The Consortium is a multi-institution core resource to support the ethical conduct of science in stem cell and other research programs.

“This is a unique program that provides not only shared resources, but the collective experience and judgment of four pre-eminent research institutions,” said Michael Kalichman, director of the UCSD Research Ethics Program and the founding director of the San Diego Research Ethics Consortium.

Kalichman noted there are few models of such joint ethics programs among other major research institutions in the country. “This joint program provides a model for what other people and institutions can and should do,” said UCSD Chancellor Marye Anne Fox. “The San Diego Research Ethics Consortium will complement the San Diego Consortium for Regenerative Medicine’s inter-institutional training program for recipients of training grants from the California Institute for Regenerative Medicine, which began in January.”

Nearly one-third of the training program covers stem cell ethics, which is being taught by Mary Devereaux, a bioethicist with the UCSD Research Ethics Program. The ethics consortium was established to implement Prop. 71, the California Stem Cell and Cures Initiative, which was passed into law by citizens of California in November 2004.

The four institutions are stressing that ethics is an integral part of stem cell research, not just an add-on. “Review of research involving the derivation of pluripotent human stem cells is not only a regulatory obligation, but an ethical obligation,” said Devereaux. “We have a responsibility to the taxpayers and citizens everywhere, but particularly here in California. Conducting stem cell research is a privilege. The citizens of California have given us the resources. It is our duty to use the resources responsibly and according the highest scientific and ethical standards.”

The joint ethics initiative grew out of research funding for stem cell research, according to Kalichman, but the group will address ethics of all areas of research.
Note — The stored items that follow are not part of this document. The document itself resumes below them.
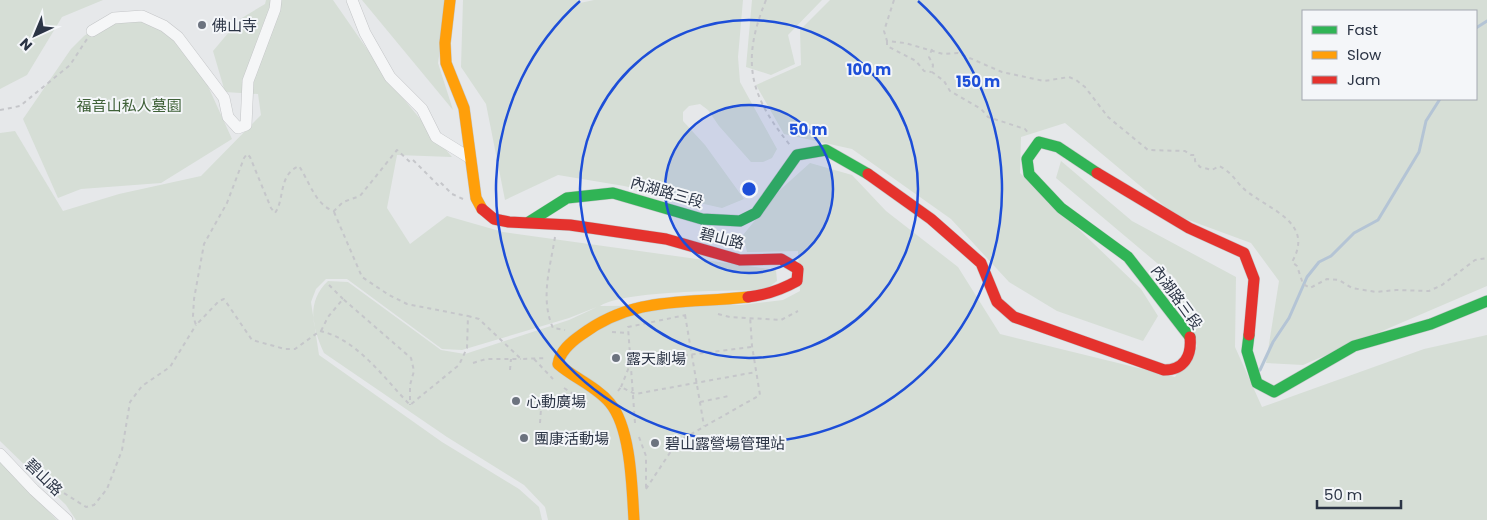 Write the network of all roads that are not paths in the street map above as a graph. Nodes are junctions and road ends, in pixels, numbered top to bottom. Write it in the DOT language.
graph roads {
  1 [pos="276,0"];
  2 [pos="352,0"];
  3 [pos="450,0"];
  4 [pos="92,31"];
  5 [pos="470,158"];
  6 [pos="529,222"];
  7 [pos="1487,301"];
  8 [pos="0,454"];
  9 [pos="67,520"];
  10 [pos="634,520"];
  1 -- 4 [label="street"];
  2 -- 5 [label="street"];
  3 -- 5 [label="street"];
  5 -- 6 [label="street, 碧山路"];
  6 -- 7 [label="street, 內湖路三段"];
  6 -- 10 [label="street, 碧山路"];
  8 -- 9 [label="street, 碧山路"];
} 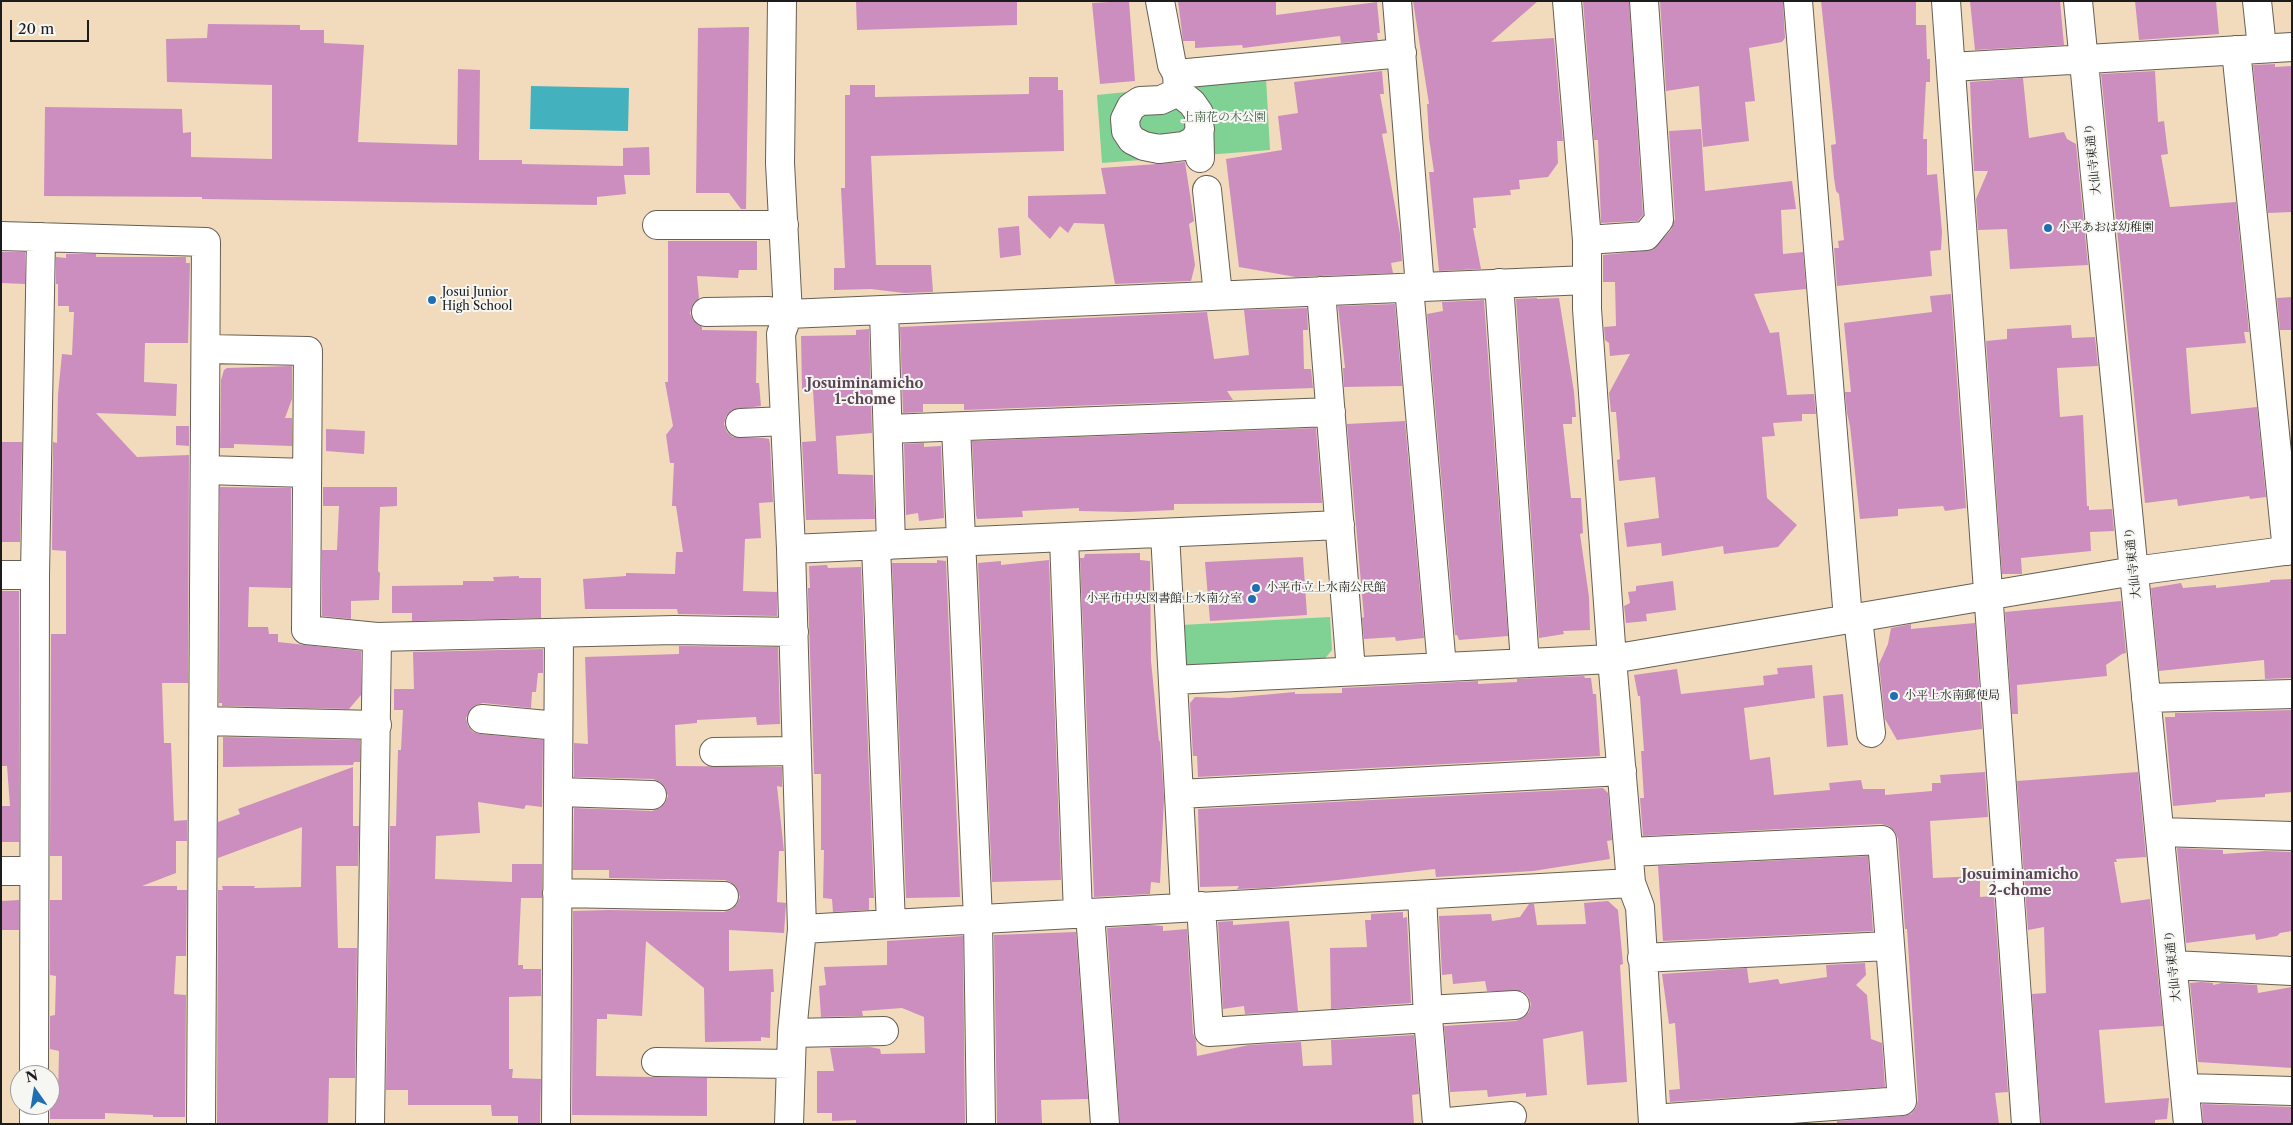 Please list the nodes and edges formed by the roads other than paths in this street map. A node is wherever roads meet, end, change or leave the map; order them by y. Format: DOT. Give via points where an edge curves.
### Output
graph roads {
  1 [pos="782,1"];
  2 [pos="1160,1"];
  3 [pos="1397,1"];
  4 [pos="1567,1"];
  5 [pos="1644,1"];
  6 [pos="1798,1"];
  7 [pos="1946,1"];
  8 [pos="2078,1"];
  9 [pos="2257,1"];
  10 [pos="2292,46"];
  11 [pos="2249,49"];
  12 [pos="1402,53"];
  13 [pos="2083,59"];
  14 [pos="1951,67"];
  15 [pos="1177,83"];
  16 [pos="1200,129"];
  17 [pos="1200,158"];
  18 [pos="1207,190"];
  19 [pos="657,225"];
  20 [pos="784,225"];
  21 [pos="1,236"];
  22 [pos="41,238"];
  23 [pos="1587,240"];
  24 [pos="1587,280"];
  25 [pos="1498,283"];
  26 [pos="1415,287"];
  27 [pos="1321,291"];
  28 [pos="1218,295"];
  29 [pos="884,310"];
  30 [pos="706,312"];
  31 [pos="788,314"];
  32 [pos="207,349"];
  33 [pos="1331,412"];
  34 [pos="785,421"];
  35 [pos="740,423"];
  36 [pos="956,427"];
  37 [pos="888,430"];
  38 [pos="205,470"];
  39 [pos="307,473"];
  40 [pos="1340,525"];
  41 [pos="1165,533"];
  42 [pos="1064,538"];
  43 [pos="961,542"];
  44 [pos="884,545"];
  45 [pos="791,549"];
  46 [pos="2290,551"];
  47 [pos="2134,571"];
  48 [pos="1,575"];
  49 [pos="35,575"];
  50 [pos="1987,597"];
  51 [pos="1853,619"];
  52 [pos="794,632"];
  53 [pos="559,633"];
  54 [pos="377,636"];
  55 [pos="1612,659"];
  56 [pos="1524,663"];
  57 [pos="1442,667"];
  58 [pos="1352,672"];
  59 [pos="1173,680"];
  60 [pos="2292,694"];
  61 [pos="2146,698"];
  62 [pos="482,719"];
  63 [pos="204,721"];
  64 [pos="377,725"];
  65 [pos="558,726"];
  66 [pos="1871,733"];
  67 [pos="797,751"];
  68 [pos="714,752"];
  69 [pos="1622,771"];
  70 [pos="558,792"];
  71 [pos="1179,794"];
  72 [pos="652,795"];
  73 [pos="2160,832"];
  74 [pos="2292,836"];
  75 [pos="1629,852"];
  76 [pos="1,871"];
  77 [pos="34,872"];
  78 [pos="1632,883"];
  79 [pos="557,894"];
  80 [pos="1422,895"];
  81 [pos="724,896"];
  82 [pos="1193,907"];
  83 [pos="1084,913"];
  84 [pos="978,919"];
  85 [pos="891,924"];
  86 [pos="802,929"];
  87 [pos="1888,946"];
  88 [pos="1642,958"];
  89 [pos="2173,965"];
  90 [pos="2292,971"];
  91 [pos="1515,1005"];
  92 [pos="1428,1014"];
  93 [pos="884,1031"];
  94 [pos="792,1033"];
  95 [pos="656,1062"];
  96 [pos="791,1064"];
  97 [pos="34,1065"];
  98 [pos="2185,1088"];
  99 [pos="2292,1091"];
  100 [pos="1512,1116"];
  101 [pos="1653,1122"];
  102 [pos="1437,1123"];
  103 [pos="201,1124"];
  104 [pos="370,1124"];
  105 [pos="556,1124"];
  106 [pos="789,1124"];
  107 [pos="982,1124"];
  108 [pos="1105,1124"];
  109 [pos="2026,1124"];
  110 [pos="2188,1124"];
  1 -- 20 [label="street" via="780,162"];
  2 -- 15 [label="street"];
  3 -- 12 [label="street"];
  4 -- 23 [label="street"];
  5 -- 23 [label="street" via="1658,220 1646,236"];
  6 -- 51 [label="street"];
  7 -- 14 [label="street"];
  8 -- 13 [label="street, 大仙寺東通り"];
  9 -- 11 [label="street"];
  10 -- 11 [label="street"];
  11 -- 13 [label="street"];
  11 -- 46 [label="street"];
  12 -- 15 [label="street"];
  12 -- 26 [label="street"];
  13 -- 14 [label="street"];
  13 -- 47 [label="street, 大仙寺東通り"];
  14 -- 50 [label="street"];
  15 -- 16 [label="street" via="1199,114"];
  15 -- 16 [label="street" via="1161,100 1140,101 1131,107 1125,119 1126,131 1132,140 1159,149 1184,146 1195,140"];
  16 -- 17 [label="street"];
  18 -- 28 [label="street"];
  19 -- 20 [label="street"];
  20 -- 31 [label="street"];
  21 -- 22 [label="street"];
  22 -- 32 [label="street" via="206,242"];
  22 -- 49 [label="street"];
  23 -- 24 [label="street"];
  24 -- 25 [label="street"];
  24 -- 55 [label="street"];
  25 -- 26 [label="street"];
  25 -- 56 [label="street"];
  26 -- 27 [label="street"];
  26 -- 57 [label="street"];
  27 -- 28 [label="street"];
  27 -- 33 [label="street"];
  28 -- 29 [label="street"];
  29 -- 31 [label="street"];
  29 -- 37 [label="street"];
  30 -- 31 [label="street" via="769,311"];
  31 -- 34 [label="street" via="781,334"];
  32 -- 38 [label="street"];
  32 -- 39 [label="street" via="308,351"];
  33 -- 36 [label="street"];
  33 -- 40 [label="street"];
  34 -- 35 [label="street"];
  34 -- 45 [label="street"];
  36 -- 37 [label="street"];
  36 -- 43 [label="street"];
  37 -- 44 [label="street"];
  38 -- 39 [label="street"];
  38 -- 63 [label="street"];
  39 -- 54 [label="street" via="306,630"];
  40 -- 41 [label="street"];
  40 -- 58 [label="street"];
  41 -- 42 [label="street"];
  41 -- 59 [label="street"];
  42 -- 43 [label="street"];
  42 -- 83 [label="street"];
  43 -- 44 [label="street"];
  43 -- 84 [label="street"];
  44 -- 45 [label="street"];
  44 -- 85 [label="street"];
  45 -- 52 [label="street"];
  46 -- 47 [label="street"];
  47 -- 50 [label="street"];
  47 -- 61 [label="street, 大仙寺東通り"];
  48 -- 49 [label="street"];
  49 -- 77 [label="street"];
  50 -- 51 [label="street"];
  50 -- 109 [label="street"];
  51 -- 55 [label="street"];
  51 -- 66 [label="street"];
  52 -- 53 [label="street" via="675,630"];
  52 -- 67 [label="street"];
  53 -- 54 [label="street"];
  53 -- 65 [label="street"];
  54 -- 64 [label="street"];
  55 -- 56 [label="street"];
  55 -- 69 [label="street"];
  56 -- 57 [label="street"];
  57 -- 58 [label="street"];
  58 -- 59 [label="street"];
  59 -- 71 [label="street"];
  60 -- 61 [label="street"];
  61 -- 73 [label="street, 大仙寺東通り"];
  62 -- 65 [label="street"];
  63 -- 64 [label="street"];
  63 -- 103 [label="street"];
  64 -- 104 [label="street"];
  65 -- 70 [label="street"];
  67 -- 68 [label="street"];
  67 -- 86 [label="street"];
  69 -- 71 [label="street"];
  69 -- 75 [label="street"];
  70 -- 72 [label="street"];
  70 -- 79 [label="street"];
  71 -- 82 [label="street"];
  73 -- 74 [label="street"];
  73 -- 89 [label="street, 大仙寺東通り"];
  75 -- 78 [label="street"];
  75 -- 87 [label="street" via="1882,840"];
  76 -- 77 [label="street"];
  77 -- 97 [label="street"];
  78 -- 80 [label="street"];
  78 -- 88 [label="street" via="1640,907"];
  79 -- 81 [label="street"];
  79 -- 105 [label="street"];
  80 -- 82 [label="street"];
  80 -- 92 [label="street"];
  82 -- 83 [label="street"];
  82 -- 92 [label="street" via="1209,1032"];
  83 -- 84 [label="street"];
  83 -- 108 [label="street"];
  84 -- 85 [label="street"];
  84 -- 107 [label="street"];
  85 -- 86 [label="street"];
  86 -- 94 [label="street"];
  87 -- 88 [label="street"];
  87 -- 101 [label="street" via="1902,1101"];
  88 -- 101 [label="street"];
  89 -- 90 [label="street"];
  89 -- 98 [label="street, 大仙寺東通り"];
  91 -- 92 [label="street"];
  92 -- 102 [label="street"];
  93 -- 94 [label="street"];
  94 -- 96 [label="street"];
  95 -- 96 [label="street"];
  96 -- 106 [label="street"];
  98 -- 99 [label="street"];
  98 -- 110 [label="street, 大仙寺東通り"];
  100 -- 102 [label="street"];
}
This includes appropriate training for young researchers, required since the early 1990s by the National Institutes of Health.

Topic areas include human and animal subjects, data management and record-keeping, authorship, conflicts of interest, collaborations, peer review and mentoring, and social responsibility

“The responsible conduct of research includes engaging and informing the public, so we also plan outreach activities, such as seminars, conferences and workshops,” said Kalichman.

The Consortium’s first ethics conference will be held at the Salk Institute on April 6.

The advisory board for the consortium includes Craig Hauser from the Burnham Institute, Gary Silverstein, of the Salk Institute and Dave Gilder from the Scripps Research Institute.

Burnham and Salk have their own Embryonic Stem Cell Research Oversight Committees and Scripps will be using UCSD’s ESCRO committee to review their stem cell research.

Under the new consortium agreement, funding from Burnham, Salk and Scripps is being pooled with existing resources at UCSD. “Much as the scientific process helps us to choose among competing hypotheses, the process of ethical reflection and reasoning helps us to answer the tough ethical questions raised by advances in biomedical research,” said Kalichman. “The San Diego Research Ethics Consortium was created to ensure that our local research institutions meet the highest standards of responsible conduct of research.”